» Work task:
Take each line of the listing that has the string "edges" and report it.

» Entries shown:
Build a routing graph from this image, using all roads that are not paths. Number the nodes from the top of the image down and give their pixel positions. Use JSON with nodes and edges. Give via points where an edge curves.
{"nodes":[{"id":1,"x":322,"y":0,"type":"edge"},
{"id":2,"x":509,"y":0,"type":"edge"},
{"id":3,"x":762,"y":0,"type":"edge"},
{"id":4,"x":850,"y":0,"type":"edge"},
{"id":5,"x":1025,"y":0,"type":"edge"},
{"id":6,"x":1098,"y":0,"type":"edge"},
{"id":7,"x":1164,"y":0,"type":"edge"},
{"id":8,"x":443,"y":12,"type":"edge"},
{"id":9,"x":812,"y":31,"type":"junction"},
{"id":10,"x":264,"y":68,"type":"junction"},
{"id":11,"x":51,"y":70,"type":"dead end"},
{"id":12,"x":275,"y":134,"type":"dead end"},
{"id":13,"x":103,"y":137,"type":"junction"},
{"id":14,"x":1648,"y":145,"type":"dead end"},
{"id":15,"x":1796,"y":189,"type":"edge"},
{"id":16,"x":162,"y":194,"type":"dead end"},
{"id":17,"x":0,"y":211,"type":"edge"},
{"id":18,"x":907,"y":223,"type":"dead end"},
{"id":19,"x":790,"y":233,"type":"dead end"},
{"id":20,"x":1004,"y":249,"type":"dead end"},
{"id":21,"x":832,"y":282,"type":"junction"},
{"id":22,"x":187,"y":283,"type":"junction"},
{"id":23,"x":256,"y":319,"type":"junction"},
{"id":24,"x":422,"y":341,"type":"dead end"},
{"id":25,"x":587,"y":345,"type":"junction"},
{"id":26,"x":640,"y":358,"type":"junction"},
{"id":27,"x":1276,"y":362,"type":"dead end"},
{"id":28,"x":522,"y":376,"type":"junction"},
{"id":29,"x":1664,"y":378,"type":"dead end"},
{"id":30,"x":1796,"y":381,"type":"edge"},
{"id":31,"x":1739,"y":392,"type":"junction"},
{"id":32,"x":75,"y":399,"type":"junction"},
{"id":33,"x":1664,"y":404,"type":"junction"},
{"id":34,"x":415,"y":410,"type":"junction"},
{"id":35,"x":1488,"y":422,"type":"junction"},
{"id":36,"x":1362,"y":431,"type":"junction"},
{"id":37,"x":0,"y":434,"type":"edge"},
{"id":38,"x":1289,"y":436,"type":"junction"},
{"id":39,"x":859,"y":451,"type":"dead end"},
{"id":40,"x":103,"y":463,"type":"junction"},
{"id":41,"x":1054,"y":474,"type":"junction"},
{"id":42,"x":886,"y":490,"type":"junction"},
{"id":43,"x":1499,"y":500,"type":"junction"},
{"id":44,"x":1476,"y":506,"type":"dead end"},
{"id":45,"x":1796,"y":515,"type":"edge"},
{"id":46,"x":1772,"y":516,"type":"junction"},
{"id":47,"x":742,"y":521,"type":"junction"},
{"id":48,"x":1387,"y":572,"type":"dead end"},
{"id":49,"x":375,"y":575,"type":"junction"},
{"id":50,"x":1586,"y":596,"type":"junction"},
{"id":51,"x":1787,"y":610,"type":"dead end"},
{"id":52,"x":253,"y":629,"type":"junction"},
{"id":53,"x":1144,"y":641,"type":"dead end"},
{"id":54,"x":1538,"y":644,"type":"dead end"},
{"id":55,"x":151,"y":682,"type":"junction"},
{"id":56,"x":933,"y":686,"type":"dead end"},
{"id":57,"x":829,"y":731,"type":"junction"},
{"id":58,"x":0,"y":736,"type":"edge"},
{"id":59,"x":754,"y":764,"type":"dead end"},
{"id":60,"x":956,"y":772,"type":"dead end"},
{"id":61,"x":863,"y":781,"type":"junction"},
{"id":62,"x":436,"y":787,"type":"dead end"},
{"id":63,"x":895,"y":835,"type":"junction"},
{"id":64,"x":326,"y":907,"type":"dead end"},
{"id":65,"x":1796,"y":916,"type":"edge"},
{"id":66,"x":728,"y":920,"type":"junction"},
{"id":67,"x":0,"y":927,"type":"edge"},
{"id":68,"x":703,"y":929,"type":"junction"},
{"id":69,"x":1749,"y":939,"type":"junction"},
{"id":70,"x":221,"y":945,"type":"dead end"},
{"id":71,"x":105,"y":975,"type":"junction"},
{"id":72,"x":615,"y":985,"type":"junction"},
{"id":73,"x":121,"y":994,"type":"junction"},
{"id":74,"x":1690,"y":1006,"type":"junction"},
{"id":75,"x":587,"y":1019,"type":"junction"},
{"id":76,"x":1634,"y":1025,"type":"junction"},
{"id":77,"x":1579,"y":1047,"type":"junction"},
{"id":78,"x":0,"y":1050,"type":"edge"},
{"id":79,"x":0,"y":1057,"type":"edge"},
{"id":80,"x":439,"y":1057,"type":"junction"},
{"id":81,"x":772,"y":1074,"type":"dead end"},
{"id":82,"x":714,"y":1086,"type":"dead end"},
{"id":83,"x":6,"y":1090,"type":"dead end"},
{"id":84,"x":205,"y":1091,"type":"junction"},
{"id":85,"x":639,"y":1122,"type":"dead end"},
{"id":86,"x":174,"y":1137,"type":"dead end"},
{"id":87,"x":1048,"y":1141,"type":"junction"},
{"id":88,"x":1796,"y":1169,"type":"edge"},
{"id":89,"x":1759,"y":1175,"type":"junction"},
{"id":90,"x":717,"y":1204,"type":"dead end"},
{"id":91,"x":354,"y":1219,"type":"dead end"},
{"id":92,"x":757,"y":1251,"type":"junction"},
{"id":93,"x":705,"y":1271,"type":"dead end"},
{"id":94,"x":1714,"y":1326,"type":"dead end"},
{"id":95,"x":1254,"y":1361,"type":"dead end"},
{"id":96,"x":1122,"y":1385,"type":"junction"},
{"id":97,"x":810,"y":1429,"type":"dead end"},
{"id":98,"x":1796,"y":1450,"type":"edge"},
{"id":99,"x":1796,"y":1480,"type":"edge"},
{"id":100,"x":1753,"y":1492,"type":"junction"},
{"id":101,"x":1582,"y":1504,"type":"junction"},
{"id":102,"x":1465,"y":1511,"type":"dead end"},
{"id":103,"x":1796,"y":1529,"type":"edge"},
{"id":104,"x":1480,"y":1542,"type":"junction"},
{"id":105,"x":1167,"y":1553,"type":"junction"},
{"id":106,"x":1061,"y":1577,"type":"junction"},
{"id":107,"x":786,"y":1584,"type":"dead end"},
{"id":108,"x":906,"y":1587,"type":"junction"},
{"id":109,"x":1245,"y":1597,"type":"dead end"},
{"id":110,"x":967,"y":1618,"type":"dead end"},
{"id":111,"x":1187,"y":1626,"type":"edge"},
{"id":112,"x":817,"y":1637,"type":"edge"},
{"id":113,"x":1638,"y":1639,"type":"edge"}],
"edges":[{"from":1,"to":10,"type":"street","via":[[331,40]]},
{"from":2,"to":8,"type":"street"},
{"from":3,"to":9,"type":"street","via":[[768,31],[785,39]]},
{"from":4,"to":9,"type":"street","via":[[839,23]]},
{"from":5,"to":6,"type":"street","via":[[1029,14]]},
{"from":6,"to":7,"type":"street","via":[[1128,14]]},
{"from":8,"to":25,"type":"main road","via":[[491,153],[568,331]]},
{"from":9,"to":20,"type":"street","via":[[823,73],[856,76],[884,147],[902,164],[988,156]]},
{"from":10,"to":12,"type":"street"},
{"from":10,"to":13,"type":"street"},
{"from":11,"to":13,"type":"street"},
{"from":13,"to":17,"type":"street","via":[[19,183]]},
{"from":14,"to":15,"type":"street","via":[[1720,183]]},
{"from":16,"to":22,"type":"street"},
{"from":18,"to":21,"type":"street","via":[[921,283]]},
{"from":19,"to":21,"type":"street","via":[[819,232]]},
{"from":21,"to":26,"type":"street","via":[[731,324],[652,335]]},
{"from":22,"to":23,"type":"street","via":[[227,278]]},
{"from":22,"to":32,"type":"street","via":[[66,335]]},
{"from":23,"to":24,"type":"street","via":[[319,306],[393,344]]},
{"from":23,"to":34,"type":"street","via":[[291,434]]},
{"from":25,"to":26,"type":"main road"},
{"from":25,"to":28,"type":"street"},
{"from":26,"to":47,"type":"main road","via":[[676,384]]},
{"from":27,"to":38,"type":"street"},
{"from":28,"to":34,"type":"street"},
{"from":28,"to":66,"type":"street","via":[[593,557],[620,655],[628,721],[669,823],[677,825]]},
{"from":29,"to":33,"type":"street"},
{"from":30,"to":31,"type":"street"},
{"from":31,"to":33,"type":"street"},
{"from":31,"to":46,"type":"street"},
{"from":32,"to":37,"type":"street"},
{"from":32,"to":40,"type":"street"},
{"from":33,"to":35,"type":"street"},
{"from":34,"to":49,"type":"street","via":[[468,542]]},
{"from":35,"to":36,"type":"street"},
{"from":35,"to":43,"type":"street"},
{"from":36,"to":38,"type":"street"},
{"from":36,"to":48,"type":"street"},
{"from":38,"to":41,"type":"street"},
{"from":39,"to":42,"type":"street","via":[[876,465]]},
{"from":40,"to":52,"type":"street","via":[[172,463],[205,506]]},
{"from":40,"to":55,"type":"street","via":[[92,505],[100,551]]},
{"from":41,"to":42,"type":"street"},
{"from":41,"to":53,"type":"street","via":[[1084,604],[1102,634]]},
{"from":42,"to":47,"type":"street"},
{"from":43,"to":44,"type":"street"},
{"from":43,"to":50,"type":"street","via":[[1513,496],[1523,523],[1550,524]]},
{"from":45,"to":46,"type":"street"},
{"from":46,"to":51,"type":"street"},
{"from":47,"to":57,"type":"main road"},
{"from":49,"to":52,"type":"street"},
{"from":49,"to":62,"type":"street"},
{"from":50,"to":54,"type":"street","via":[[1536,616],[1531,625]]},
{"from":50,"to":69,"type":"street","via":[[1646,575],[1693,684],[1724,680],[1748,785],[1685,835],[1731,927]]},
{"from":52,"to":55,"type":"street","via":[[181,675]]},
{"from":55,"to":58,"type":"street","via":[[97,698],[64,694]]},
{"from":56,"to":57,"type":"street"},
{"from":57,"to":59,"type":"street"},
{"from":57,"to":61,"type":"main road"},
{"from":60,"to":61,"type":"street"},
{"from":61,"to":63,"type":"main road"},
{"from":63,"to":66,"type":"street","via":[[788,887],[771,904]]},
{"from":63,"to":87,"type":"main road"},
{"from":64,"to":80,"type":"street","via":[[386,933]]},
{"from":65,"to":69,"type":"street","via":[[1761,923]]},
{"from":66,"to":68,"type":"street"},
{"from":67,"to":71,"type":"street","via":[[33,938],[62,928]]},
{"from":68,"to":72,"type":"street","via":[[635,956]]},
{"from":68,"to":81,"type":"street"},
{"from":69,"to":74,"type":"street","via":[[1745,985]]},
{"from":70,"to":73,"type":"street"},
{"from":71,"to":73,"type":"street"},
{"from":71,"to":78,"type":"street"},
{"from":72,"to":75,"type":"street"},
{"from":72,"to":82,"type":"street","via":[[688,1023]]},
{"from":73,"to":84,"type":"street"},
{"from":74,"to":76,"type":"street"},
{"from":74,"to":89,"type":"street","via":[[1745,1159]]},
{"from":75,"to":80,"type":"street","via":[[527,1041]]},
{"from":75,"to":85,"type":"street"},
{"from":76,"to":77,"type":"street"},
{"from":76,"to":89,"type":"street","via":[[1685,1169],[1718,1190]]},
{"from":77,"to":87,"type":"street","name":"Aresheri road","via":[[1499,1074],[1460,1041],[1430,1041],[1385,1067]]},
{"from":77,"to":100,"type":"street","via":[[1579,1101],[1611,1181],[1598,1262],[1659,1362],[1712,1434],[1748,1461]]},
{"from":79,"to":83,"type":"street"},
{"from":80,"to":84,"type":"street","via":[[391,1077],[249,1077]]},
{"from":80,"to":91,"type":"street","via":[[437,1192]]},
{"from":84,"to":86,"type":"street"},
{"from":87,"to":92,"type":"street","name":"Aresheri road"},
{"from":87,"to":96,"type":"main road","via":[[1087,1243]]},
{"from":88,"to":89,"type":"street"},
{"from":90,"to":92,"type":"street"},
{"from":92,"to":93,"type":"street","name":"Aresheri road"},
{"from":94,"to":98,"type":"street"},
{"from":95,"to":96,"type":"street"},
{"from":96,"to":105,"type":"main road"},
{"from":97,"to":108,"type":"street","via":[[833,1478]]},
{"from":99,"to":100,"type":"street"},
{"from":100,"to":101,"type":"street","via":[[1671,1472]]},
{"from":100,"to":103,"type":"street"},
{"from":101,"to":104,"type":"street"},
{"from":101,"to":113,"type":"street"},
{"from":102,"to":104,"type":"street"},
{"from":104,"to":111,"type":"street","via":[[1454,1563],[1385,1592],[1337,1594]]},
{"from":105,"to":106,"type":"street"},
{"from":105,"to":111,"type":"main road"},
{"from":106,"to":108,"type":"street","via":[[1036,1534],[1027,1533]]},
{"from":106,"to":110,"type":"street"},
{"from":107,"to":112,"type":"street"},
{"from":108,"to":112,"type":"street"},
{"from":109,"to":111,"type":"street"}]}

» Answer for this exercise:
Build a routing graph from this image, using all roads that are not paths. Number the nodes from the top of the image down and give their pixel positions. Use JSON with nodes and edges. Give via points where an edge curves.
"edges":[{"from":1,"to":10,"type":"street","via":[[331,40]]},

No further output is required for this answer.